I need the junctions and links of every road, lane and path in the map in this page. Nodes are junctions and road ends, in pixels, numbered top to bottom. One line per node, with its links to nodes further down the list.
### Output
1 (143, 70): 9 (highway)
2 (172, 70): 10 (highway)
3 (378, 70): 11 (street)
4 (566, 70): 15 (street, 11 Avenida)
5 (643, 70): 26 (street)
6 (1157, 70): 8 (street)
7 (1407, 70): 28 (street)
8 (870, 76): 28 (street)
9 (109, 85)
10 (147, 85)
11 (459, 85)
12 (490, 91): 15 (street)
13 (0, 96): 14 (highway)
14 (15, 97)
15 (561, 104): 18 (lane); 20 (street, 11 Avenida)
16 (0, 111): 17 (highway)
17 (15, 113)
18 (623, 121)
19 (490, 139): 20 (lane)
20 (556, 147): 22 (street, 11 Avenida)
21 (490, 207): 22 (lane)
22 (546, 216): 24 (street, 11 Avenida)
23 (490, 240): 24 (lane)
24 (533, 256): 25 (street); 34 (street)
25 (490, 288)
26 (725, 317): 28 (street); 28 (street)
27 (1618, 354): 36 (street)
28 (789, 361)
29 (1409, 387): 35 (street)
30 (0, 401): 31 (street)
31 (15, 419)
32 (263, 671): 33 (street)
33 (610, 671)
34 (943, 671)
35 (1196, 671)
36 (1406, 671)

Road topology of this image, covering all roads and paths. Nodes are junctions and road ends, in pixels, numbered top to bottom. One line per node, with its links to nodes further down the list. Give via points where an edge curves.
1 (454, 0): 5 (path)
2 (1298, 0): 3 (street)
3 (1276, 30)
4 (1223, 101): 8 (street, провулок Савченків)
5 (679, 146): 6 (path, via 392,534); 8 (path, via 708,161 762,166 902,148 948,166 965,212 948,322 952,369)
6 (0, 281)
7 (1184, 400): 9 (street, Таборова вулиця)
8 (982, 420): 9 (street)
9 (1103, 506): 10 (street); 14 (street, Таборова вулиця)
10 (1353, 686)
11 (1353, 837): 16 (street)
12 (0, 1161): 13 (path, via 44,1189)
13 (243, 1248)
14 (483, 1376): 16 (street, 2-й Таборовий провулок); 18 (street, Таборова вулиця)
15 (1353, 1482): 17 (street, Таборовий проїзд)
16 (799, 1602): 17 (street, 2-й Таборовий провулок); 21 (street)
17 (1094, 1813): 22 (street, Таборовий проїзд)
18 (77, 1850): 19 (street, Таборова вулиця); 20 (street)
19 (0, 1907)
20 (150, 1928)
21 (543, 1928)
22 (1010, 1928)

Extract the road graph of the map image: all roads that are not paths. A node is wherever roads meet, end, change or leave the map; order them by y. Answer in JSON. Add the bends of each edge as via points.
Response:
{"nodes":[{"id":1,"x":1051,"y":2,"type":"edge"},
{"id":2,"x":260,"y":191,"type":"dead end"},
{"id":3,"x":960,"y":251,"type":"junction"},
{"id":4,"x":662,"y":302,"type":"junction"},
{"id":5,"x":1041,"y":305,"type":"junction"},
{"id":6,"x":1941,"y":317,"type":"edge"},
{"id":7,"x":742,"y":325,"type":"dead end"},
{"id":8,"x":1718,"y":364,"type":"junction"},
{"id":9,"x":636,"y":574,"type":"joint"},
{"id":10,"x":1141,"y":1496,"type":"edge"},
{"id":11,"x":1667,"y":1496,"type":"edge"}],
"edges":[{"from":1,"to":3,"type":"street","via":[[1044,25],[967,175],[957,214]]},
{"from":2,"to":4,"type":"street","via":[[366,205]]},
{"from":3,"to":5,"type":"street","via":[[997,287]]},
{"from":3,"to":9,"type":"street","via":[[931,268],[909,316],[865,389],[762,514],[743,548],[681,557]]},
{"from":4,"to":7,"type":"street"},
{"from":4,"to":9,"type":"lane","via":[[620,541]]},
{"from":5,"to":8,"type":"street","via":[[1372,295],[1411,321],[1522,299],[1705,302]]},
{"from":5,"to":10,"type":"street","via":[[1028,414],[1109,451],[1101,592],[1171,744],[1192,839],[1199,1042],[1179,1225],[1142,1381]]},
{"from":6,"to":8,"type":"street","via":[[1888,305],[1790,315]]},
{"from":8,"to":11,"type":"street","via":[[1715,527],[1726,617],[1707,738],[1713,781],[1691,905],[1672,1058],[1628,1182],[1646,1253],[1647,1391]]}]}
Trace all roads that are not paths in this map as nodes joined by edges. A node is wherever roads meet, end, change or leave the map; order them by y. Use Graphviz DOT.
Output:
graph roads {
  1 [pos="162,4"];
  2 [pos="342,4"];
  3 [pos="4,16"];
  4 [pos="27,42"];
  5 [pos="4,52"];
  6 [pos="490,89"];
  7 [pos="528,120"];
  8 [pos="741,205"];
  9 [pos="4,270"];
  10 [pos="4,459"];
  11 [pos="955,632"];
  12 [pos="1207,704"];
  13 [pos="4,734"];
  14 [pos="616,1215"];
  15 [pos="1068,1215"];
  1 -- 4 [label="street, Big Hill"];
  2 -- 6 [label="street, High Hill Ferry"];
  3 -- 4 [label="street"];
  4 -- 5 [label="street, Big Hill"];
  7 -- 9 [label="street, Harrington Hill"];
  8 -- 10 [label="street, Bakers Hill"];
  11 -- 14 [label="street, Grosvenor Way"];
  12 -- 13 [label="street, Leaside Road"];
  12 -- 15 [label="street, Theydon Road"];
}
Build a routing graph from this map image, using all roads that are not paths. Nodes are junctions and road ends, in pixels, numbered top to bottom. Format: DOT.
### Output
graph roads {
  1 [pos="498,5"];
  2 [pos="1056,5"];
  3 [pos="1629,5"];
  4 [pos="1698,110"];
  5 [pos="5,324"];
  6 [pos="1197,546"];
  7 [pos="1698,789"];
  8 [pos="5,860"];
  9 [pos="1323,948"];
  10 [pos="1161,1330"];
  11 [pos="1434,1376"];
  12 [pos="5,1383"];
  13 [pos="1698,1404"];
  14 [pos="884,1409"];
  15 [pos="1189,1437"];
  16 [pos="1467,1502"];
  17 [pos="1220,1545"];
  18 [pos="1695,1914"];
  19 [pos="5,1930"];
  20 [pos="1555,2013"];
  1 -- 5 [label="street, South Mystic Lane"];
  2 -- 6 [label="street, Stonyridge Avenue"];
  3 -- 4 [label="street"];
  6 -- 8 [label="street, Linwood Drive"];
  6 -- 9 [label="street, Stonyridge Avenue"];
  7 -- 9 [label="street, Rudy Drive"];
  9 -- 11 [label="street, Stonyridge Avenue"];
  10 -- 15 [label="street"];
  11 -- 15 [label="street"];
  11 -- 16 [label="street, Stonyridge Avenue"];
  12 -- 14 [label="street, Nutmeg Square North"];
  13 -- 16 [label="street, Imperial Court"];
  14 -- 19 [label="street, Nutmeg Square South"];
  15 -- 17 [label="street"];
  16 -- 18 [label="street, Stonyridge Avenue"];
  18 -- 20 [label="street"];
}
----
### Exercise requirements
Copy the whole of the data above exactly.

### Answer area
I need the junctions and links of every road, lane and path in the map in this page. Nodes are junctions and road ends, in pixels, numbered top to bottom. One line per node, with its links to nodes further down the list.
### Output
1 (143, 70): 9 (highway)
2 (172, 70): 10 (highway)
3 (378, 70): 11 (street)
4 (566, 70): 15 (street, 11 Avenida)
5 (643, 70): 26 (street)
6 (1157, 70): 8 (street)
7 (1407, 70): 28 (street)
8 (870, 76): 28 (street)
9 (109, 85)
10 (147, 85)
11 (459, 85)
12 (490, 91): 15 (street)
13 (0, 96): 14 (highway)
14 (15, 97)
15 (561, 104): 18 (lane); 20 (street, 11 Avenida)
16 (0, 111): 17 (highway)
17 (15, 113)
18 (623, 121)
19 (490, 139): 20 (lane)
20 (556, 147): 22 (street, 11 Avenida)
21 (490, 207): 22 (lane)
22 (546, 216): 24 (street, 11 Avenida)
23 (490, 240): 24 (lane)
24 (533, 256): 25 (street); 34 (street)
25 (490, 288)
26 (725, 317): 28 (street); 28 (street)
27 (1618, 354): 36 (street)
28 (789, 361)
29 (1409, 387): 35 (street)
30 (0, 401): 31 (street)
31 (15, 419)
32 (263, 671): 33 (street)
33 (610, 671)
34 (943, 671)
35 (1196, 671)
36 (1406, 671)

Road topology of this image, covering all roads and paths. Nodes are junctions and road ends, in pixels, numbered top to bottom. One line per node, with its links to nodes further down the list. Give via points where an edge curves.
1 (454, 0): 5 (path)
2 (1298, 0): 3 (street)
3 (1276, 30)
4 (1223, 101): 8 (street, провулок Савченків)
5 (679, 146): 6 (path, via 392,534); 8 (path, via 708,161 762,166 902,148 948,166 965,212 948,322 952,369)
6 (0, 281)
7 (1184, 400): 9 (street, Таборова вулиця)
8 (982, 420): 9 (street)
9 (1103, 506): 10 (street); 14 (street, Таборова вулиця)
10 (1353, 686)
11 (1353, 837): 16 (street)
12 (0, 1161): 13 (path, via 44,1189)
13 (243, 1248)
14 (483, 1376): 16 (street, 2-й Таборовий провулок); 18 (street, Таборова вулиця)
15 (1353, 1482): 17 (street, Таборовий проїзд)
16 (799, 1602): 17 (street, 2-й Таборовий провулок); 21 (street)
17 (1094, 1813): 22 (street, Таборовий проїзд)
18 (77, 1850): 19 (street, Таборова вулиця); 20 (street)
19 (0, 1907)
20 (150, 1928)
21 (543, 1928)
22 (1010, 1928)

Extract the road graph of the map image: all roads that are not paths. A node is wherever roads meet, end, change or leave the map; order them by y. Answer in JSON. Add the bends of each edge as via points.
Response:
{"nodes":[{"id":1,"x":1051,"y":2,"type":"edge"},
{"id":2,"x":260,"y":191,"type":"dead end"},
{"id":3,"x":960,"y":251,"type":"junction"},
{"id":4,"x":662,"y":302,"type":"junction"},
{"id":5,"x":1041,"y":305,"type":"junction"},
{"id":6,"x":1941,"y":317,"type":"edge"},
{"id":7,"x":742,"y":325,"type":"dead end"},
{"id":8,"x":1718,"y":364,"type":"junction"},
{"id":9,"x":636,"y":574,"type":"joint"},
{"id":10,"x":1141,"y":1496,"type":"edge"},
{"id":11,"x":1667,"y":1496,"type":"edge"}],
"edges":[{"from":1,"to":3,"type":"street","via":[[1044,25],[967,175],[957,214]]},
{"from":2,"to":4,"type":"street","via":[[366,205]]},
{"from":3,"to":5,"type":"street","via":[[997,287]]},
{"from":3,"to":9,"type":"street","via":[[931,268],[909,316],[865,389],[762,514],[743,548],[681,557]]},
{"from":4,"to":7,"type":"street"},
{"from":4,"to":9,"type":"lane","via":[[620,541]]},
{"from":5,"to":8,"type":"street","via":[[1372,295],[1411,321],[1522,299],[1705,302]]},
{"from":5,"to":10,"type":"street","via":[[1028,414],[1109,451],[1101,592],[1171,744],[1192,839],[1199,1042],[1179,1225],[1142,1381]]},
{"from":6,"to":8,"type":"street","via":[[1888,305],[1790,315]]},
{"from":8,"to":11,"type":"street","via":[[1715,527],[1726,617],[1707,738],[1713,781],[1691,905],[1672,1058],[1628,1182],[1646,1253],[1647,1391]]}]}
Trace all roads that are not paths in this map as nodes joined by edges. A node is wherever roads meet, end, change or leave the map; order them by y. Use Graphviz DOT.
Output:
graph roads {
  1 [pos="162,4"];
  2 [pos="342,4"];
  3 [pos="4,16"];
  4 [pos="27,42"];
  5 [pos="4,52"];
  6 [pos="490,89"];
  7 [pos="528,120"];
  8 [pos="741,205"];
  9 [pos="4,270"];
  10 [pos="4,459"];
  11 [pos="955,632"];
  12 [pos="1207,704"];
  13 [pos="4,734"];
  14 [pos="616,1215"];
  15 [pos="1068,1215"];
  1 -- 4 [label="street, Big Hill"];
  2 -- 6 [label="street, High Hill Ferry"];
  3 -- 4 [label="street"];
  4 -- 5 [label="street, Big Hill"];
  7 -- 9 [label="street, Harrington Hill"];
  8 -- 10 [label="street, Bakers Hill"];
  11 -- 14 [label="street, Grosvenor Way"];
  12 -- 13 [label="street, Leaside Road"];
  12 -- 15 [label="street, Theydon Road"];
}
Build a routing graph from this map image, using all roads that are not paths. Nodes are junctions and road ends, in pixels, numbered top to bottom. Format: DOT.
### Output
graph roads {
  1 [pos="498,5"];
  2 [pos="1056,5"];
  3 [pos="1629,5"];
  4 [pos="1698,110"];
  5 [pos="5,324"];
  6 [pos="1197,546"];
  7 [pos="1698,789"];
  8 [pos="5,860"];
  9 [pos="1323,948"];
  10 [pos="1161,1330"];
  11 [pos="1434,1376"];
  12 [pos="5,1383"];
  13 [pos="1698,1404"];
  14 [pos="884,1409"];
  15 [pos="1189,1437"];
  16 [pos="1467,1502"];
  17 [pos="1220,1545"];
  18 [pos="1695,1914"];
  19 [pos="5,1930"];
  20 [pos="1555,2013"];
  1 -- 5 [label="street, South Mystic Lane"];
  2 -- 6 [label="street, Stonyridge Avenue"];
  3 -- 4 [label="street"];
  6 -- 8 [label="street, Linwood Drive"];
  6 -- 9 [label="street, Stonyridge Avenue"];
  7 -- 9 [label="street, Rudy Drive"];
  9 -- 11 [label="street, Stonyridge Avenue"];
  10 -- 15 [label="street"];
  11 -- 15 [label="street"];
  11 -- 16 [label="street, Stonyridge Avenue"];
  12 -- 14 [label="street, Nutmeg Square North"];
  13 -- 16 [label="street, Imperial Court"];
  14 -- 19 [label="street, Nutmeg Square South"];
  15 -- 17 [label="street"];
  16 -- 18 [label="street, Stonyridge Avenue"];
  18 -- 20 [label="street"];
}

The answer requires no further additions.